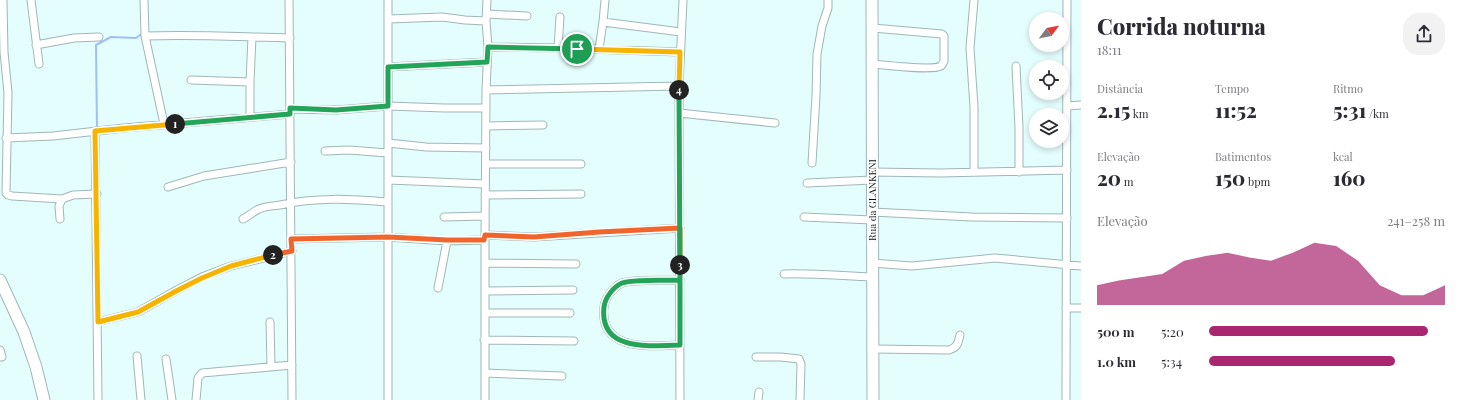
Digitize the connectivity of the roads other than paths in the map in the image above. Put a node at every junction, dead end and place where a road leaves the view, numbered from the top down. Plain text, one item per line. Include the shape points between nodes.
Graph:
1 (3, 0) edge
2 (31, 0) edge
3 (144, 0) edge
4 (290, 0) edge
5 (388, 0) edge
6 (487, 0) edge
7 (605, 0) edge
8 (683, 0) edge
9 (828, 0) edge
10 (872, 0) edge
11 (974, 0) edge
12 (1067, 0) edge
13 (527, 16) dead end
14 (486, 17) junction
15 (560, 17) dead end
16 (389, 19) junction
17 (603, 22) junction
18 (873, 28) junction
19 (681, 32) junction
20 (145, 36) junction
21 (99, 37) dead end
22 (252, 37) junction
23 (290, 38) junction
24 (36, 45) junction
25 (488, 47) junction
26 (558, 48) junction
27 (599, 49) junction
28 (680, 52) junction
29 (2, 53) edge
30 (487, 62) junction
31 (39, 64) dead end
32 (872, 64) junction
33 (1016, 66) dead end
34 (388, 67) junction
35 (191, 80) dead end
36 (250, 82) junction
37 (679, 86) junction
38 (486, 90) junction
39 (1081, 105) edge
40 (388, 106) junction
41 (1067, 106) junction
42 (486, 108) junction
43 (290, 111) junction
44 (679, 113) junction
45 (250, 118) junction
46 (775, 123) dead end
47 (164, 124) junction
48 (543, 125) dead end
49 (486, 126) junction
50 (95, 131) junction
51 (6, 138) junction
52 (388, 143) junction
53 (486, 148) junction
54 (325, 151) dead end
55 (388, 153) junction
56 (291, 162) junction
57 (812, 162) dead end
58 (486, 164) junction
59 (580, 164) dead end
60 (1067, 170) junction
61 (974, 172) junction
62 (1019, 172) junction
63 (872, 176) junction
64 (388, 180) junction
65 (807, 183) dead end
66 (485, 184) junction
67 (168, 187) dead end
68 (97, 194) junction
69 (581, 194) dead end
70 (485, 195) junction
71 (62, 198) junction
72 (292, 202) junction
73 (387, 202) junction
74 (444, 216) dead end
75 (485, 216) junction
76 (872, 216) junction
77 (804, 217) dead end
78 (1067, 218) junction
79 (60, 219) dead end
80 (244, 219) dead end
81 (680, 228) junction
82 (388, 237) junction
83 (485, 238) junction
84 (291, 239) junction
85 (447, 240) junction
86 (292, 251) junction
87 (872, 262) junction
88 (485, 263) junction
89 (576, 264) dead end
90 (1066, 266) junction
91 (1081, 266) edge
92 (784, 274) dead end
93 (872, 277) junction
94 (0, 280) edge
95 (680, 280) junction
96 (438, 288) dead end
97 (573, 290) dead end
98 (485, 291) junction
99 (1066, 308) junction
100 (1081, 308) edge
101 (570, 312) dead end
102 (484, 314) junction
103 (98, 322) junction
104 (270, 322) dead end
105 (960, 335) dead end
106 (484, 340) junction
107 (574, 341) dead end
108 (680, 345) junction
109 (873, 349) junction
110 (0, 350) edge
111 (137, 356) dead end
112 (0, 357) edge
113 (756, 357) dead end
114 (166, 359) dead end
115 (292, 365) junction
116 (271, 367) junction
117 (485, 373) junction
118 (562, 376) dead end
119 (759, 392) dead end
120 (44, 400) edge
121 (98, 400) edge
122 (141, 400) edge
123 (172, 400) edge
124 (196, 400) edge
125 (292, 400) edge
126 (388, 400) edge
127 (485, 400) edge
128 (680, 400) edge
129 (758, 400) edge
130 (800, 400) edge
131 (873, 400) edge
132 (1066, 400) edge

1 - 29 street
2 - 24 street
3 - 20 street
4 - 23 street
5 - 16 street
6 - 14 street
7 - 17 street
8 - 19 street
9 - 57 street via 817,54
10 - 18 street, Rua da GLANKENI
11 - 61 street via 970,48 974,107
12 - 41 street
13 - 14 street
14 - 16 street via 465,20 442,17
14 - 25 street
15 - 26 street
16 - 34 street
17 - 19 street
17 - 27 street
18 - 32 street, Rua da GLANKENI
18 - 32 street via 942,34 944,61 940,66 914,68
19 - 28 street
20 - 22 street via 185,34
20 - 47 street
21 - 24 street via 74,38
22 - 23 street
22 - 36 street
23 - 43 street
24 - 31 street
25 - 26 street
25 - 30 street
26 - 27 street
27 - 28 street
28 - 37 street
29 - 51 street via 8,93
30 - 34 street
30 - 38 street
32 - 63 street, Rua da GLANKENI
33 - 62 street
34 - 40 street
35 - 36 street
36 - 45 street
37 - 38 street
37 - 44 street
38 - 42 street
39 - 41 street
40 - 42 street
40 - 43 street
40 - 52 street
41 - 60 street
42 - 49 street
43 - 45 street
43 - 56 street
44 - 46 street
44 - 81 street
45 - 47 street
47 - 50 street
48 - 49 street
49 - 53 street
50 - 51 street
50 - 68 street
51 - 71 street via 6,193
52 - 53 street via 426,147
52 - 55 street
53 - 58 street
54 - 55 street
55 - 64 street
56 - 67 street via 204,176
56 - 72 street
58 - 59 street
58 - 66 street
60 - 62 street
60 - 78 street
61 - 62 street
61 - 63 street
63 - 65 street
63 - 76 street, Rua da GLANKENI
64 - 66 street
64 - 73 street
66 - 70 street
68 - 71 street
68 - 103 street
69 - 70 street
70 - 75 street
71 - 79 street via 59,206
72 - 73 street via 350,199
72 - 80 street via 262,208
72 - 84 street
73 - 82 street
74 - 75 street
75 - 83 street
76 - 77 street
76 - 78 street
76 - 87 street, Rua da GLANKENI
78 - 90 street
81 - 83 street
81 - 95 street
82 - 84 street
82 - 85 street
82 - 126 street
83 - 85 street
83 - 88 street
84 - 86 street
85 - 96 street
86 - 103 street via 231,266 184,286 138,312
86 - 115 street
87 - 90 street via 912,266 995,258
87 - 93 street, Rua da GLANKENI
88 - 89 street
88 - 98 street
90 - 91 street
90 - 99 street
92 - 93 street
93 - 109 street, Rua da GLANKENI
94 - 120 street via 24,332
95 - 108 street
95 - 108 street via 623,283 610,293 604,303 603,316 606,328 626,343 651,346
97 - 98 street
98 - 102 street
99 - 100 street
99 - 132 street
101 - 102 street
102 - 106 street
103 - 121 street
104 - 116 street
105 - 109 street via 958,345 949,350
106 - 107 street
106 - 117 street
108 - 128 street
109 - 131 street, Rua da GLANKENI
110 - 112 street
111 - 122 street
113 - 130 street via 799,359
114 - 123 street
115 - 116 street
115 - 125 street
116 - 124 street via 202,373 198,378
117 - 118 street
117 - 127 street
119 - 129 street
============================================================
— What you need to do —
Taking the records above as input, show every line in which the word "GLANKENI" is present.

— Result of this exercise —
10 - 18 street, Rua da GLANKENI
18 - 32 street, Rua da GLANKENI
32 - 63 street, Rua da GLANKENI
63 - 76 street, Rua da GLANKENI
76 - 87 street, Rua da GLANKENI
87 - 93 street, Rua da GLANKENI
93 - 109 street, Rua da GLANKENI
109 - 131 street, Rua da GLANKENI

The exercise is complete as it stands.